Infection is a devastating complication after TKA or THA. The two-stage exchange approach using an antibiotic-loaded cement spacer has become the preferred treatment for any chronically infected TKA or THA [10, 16, 19, 25, 27, 28, 36, 41]. The rationale for the choice of antibiotics to be included in such local delivery systems must follow several principles [10, 17], but the antimicrobial activity of the antibiotic at the infection site is of paramount importance, since drug selection depends on the microorganism(s) to be targeted. Because aminoglycosides meet all the requirements, they were considered the preferred antibiotics for this treatment approach [6, 10, 25, 27, 28, 41]. Staphylococcus species are the principal bacterial family related to TKA or THA infections [13, 23, 29], therefore a possible increase in aminoglycoside resistance in staphylococci causing an infection is a concern, and potentially might impact the utility of classic aminoglycoside-impregnated cement spacers [3, 5, 13, 29, 35]. This suggests that the use of other antibiotics or combinations of antibiotics in bone cement could be more effective for elimination of infection. The potential effectiveness of a combination of vancomycin and gentamicin in cement spacers has been suggested [5, 32, 33]. The vancomycin and gentamicin combination theoretically has a threefold advantage: (1) the potential synergy between vancomycin and gentamicin against gram-positive bacteria [17, 33, 39]; (2) the possibility of improved antibiotic elution from the spacer resulting from such a combination [5, 21, 26]; and (3) the possibility that such an antibiotic combination results in a decreased risk of bacterial growth on the surface of the cement spacer, that is, cement spacer colonization, which could be detrimental to curing the infection [1, 6]. However, to our knowledge, no comparative study has been published addressing this question. We therefore wanted to compare the efficacy of industrially prefabricated spacers containing either gentamicin or gentamicin and vancomycin, with respect to (1) infection control, (2) complications, and (3) quality of life, pain, and satisfaction. To our knowledge, there is no previously reported comparative study examining clinical outcomes using gentamicin and vancomycin and gentamicin industrially prefabricated cement spacers.

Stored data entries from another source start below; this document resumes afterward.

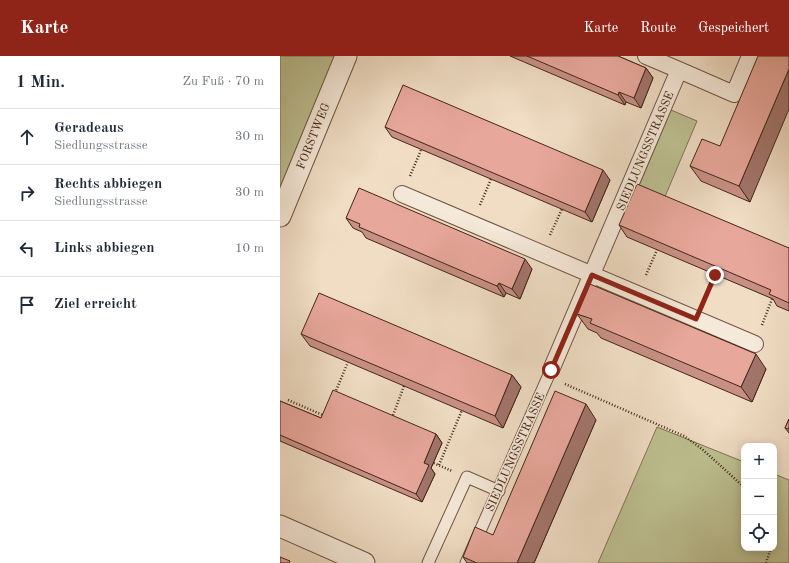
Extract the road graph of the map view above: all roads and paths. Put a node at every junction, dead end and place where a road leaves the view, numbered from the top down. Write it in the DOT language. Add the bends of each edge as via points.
graph roads {
  1 [pos="346,56"];
  2 [pos="646,56"];
  3 [pos="750,56"];
  4 [pos="679,70"];
  5 [pos="422,150"];
  6 [pos="492,179"];
  7 [pos="402,194"];
  8 [pos="562,210"];
  9 [pos="280,216"];
  10 [pos="472,224"];
  11 [pos="657,250"];
  12 [pos="542,254"];
  13 [pos="592,275"];
  14 [pos="715,275"];
  15 [pos="638,294"];
  16 [pos="772,299"];
  17 [pos="696,319"];
  18 [pos="754,344"];
  19 [pos="348,362"];
  20 [pos="550,373"];
  21 [pos="404,386"];
  22 [pos="334,396"];
  23 [pos="288,400"];
  24 [pos="328,409"];
  25 [pos="462,410"];
  26 [pos="324,415"];
  27 [pos="320,419"];
  28 [pos="333,419"];
  29 [pos="391,420"];
  30 [pos="426,459"];
  31 [pos="439,465"];
  32 [pos="467,477"];
  33 [pos="741,483"];
  34 [pos="499,491"];
  35 [pos="280,526"];
  36 [pos="770,551"];
  37 [pos="364,563"];
  38 [pos="428,563"];
  39 [pos="466,563"];
  40 [pos="766,563"];
  1 -- 9 [label="street, FORSTWEG"];
  2 -- 4 [label="street"];
  3 -- 4 [label="street" via="734,94"];
  4 -- 13 [label="street, SIEDLUNGSSTRASSE"];
  5 -- 7 [label="path"];
  6 -- 10 [label="path"];
  7 -- 10 [label="street"];
  8 -- 12 [label="path"];
  10 -- 12 [label="street"];
  11 -- 15 [label="path"];
  12 -- 13 [label="street"];
  13 -- 15 [label="street"];
  13 -- 20 [label="street, SIEDLUNGSSTRASSE"];
  14 -- 17 [label="path"];
  15 -- 17 [label="street"];
  16 -- 18 [label="path"];
  17 -- 18 [label="street"];
  19 -- 22 [label="path"];
  20 -- 33 [label="path" via="684,436"];
  20 -- 34 [label="lane, SIEDLUNGSSTRASSE"];
  21 -- 29 [label="path"];
  23 -- 26 [label="path"];
  24 -- 26 [label="path"];
  25 -- 31 [label="path"];
  26 -- 27 [label="path"];
  26 -- 28 [label="path"];
  30 -- 31 [label="path"];
  31 -- 32 [label="path"];
  32 -- 34 [label="lane"];
  32 -- 38 [label="lane"];
  34 -- 39 [label="lane, SIEDLUNGSSTRASSE"];
  35 -- 37 [label="street"];
  36 -- 40 [label="path"];
}
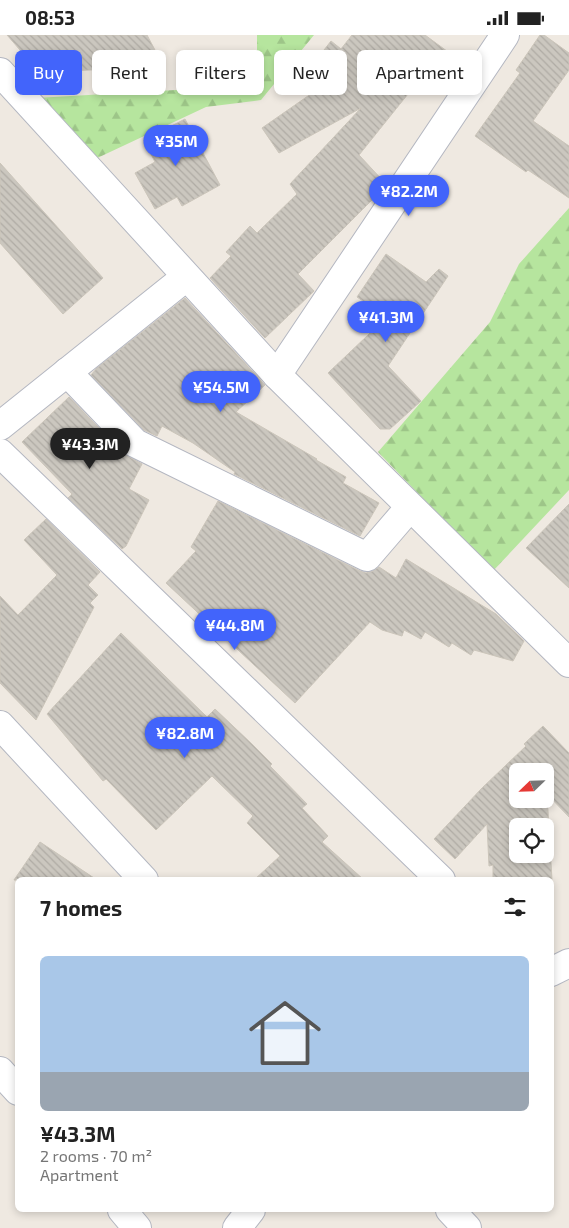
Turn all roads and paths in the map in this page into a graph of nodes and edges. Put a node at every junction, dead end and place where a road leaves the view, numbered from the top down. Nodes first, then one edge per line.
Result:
1 (505, 35) edge
2 (0, 72) edge
3 (186, 277) junction
4 (67, 372) junction
5 (276, 375) junction
6 (0, 426) edge
7 (0, 453) edge
8 (410, 507) junction
9 (569, 663) edge
10 (0, 725) edge
11 (141, 877) edge
12 (437, 877) edge
13 (569, 963) edge
14 (554, 970) edge
15 (0, 1071) edge
16 (15, 1088) edge
17 (124, 1212) edge
18 (249, 1212) edge
19 (452, 1212) edge
20 (137, 1228) edge
21 (237, 1228) edge
22 (467, 1228) edge

1 - 5 street
2 - 3 street
3 - 4 street
3 - 5 street
4 - 6 street
4 - 8 street
5 - 8 street
7 - 12 street
8 - 9 street
10 - 11 street
13 - 14 street
15 - 16 street
17 - 20 street
18 - 21 street
19 - 22 street

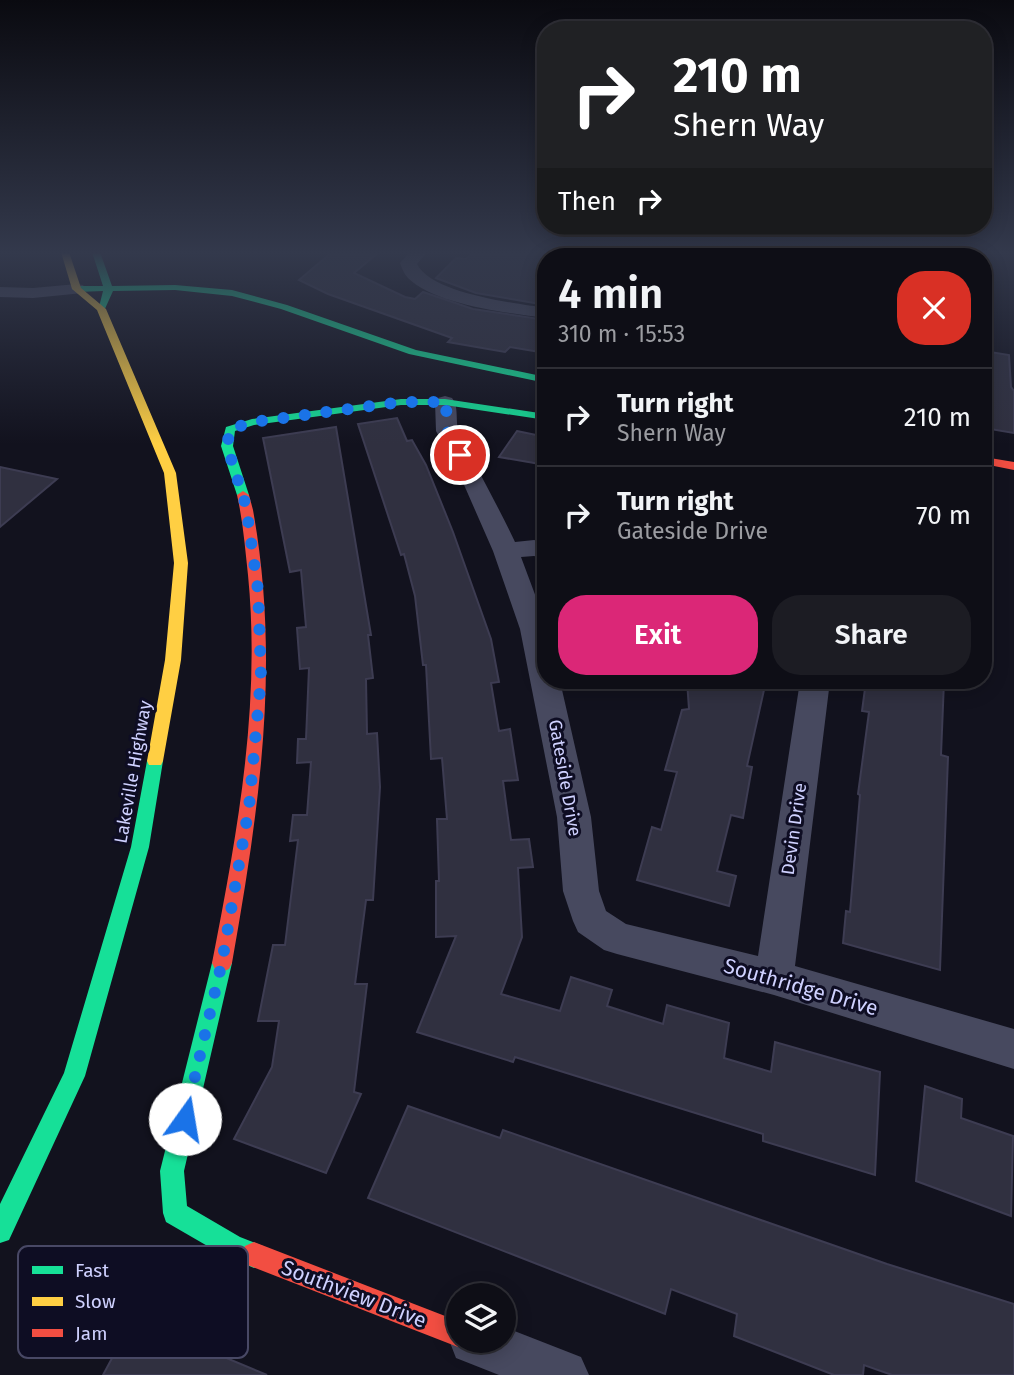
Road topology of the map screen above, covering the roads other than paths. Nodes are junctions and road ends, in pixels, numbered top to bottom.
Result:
1 (104, 316) edge
2 (286, 316) edge
3 (309, 316) edge
4 (537, 378) edge
5 (537, 391) edge
6 (446, 402) junction
7 (537, 416) edge
8 (992, 449) edge
9 (1014, 452) edge
10 (992, 462) edge
11 (1014, 466) edge
12 (537, 549) edge
13 (506, 551) junction
14 (537, 643) edge
15 (547, 689) edge
16 (814, 689) edge
17 (591, 921) joint
18 (774, 977) junction
19 (1014, 1049) edge
20 (0, 1231) edge
21 (232, 1246) edge
22 (248, 1252) edge
23 (446, 1330) edge
24 (507, 1353) edge
25 (563, 1375) edge

1 - 20 street, Lakeville Highway
2 - 5 street
3 - 4 street
6 - 7 street
6 - 13 street, Gateside Drive
6 - 21 street, Southview Drive
8 - 9 street
10 - 11 street
12 - 13 street
13 - 14 street, Gateside Drive
15 - 17 street, Gateside Drive
16 - 18 street, Devin Drive
17 - 18 street, Southridge Drive
18 - 19 street, Southridge Drive
22 - 23 street, Southview Drive
24 - 25 street

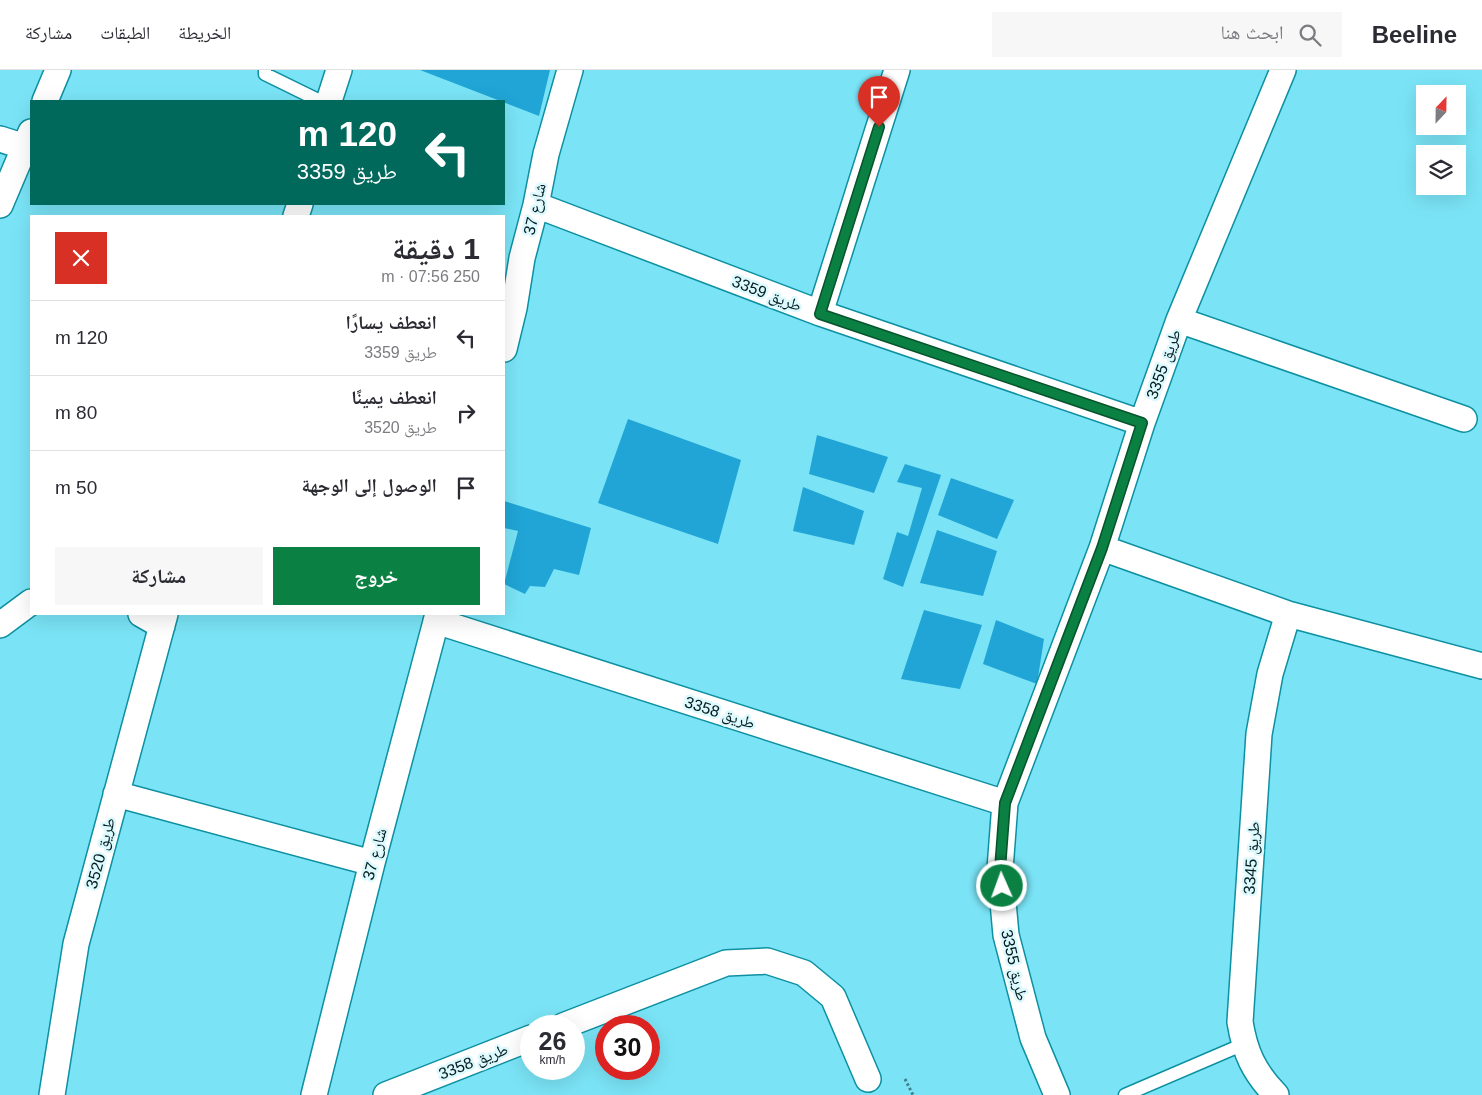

There were some limitations to our study. First, the study is a retrospective analysis with the inherent limitations of a retrospective design, specifically the inability to obtain all data that may be helpful. Second, our followup was limited to a minimum of 12 months because we have used these vancomycin and gentamicin spacers only in recent years. Future studies should include longitudinal followup of these patients. Third, there were numerous potential confounding factors, such as the use of varying antibiotic regimes and doses (even among the spacers used, owing to their different sizes), patient comorbidities, and the differences in interval between first and second surgeries among the groups. Fourth, the spacers were used unselectively, regardless of the susceptibility profile of the infecting bacteria. Finally, statistically significant results were not obtained and could be attributable to insufficient sample size and statistical power (Type II error; with the differences observed in our study only a power of 6% was achieved requiring a sample size of 1080 per group to detect statistically significant differences which is a large sample size that is not realistic for this field). The selected definition of infection could be considered a limitation as well, although we have used a standardized and accepted definition according the Infectious Diseases Society of America [24].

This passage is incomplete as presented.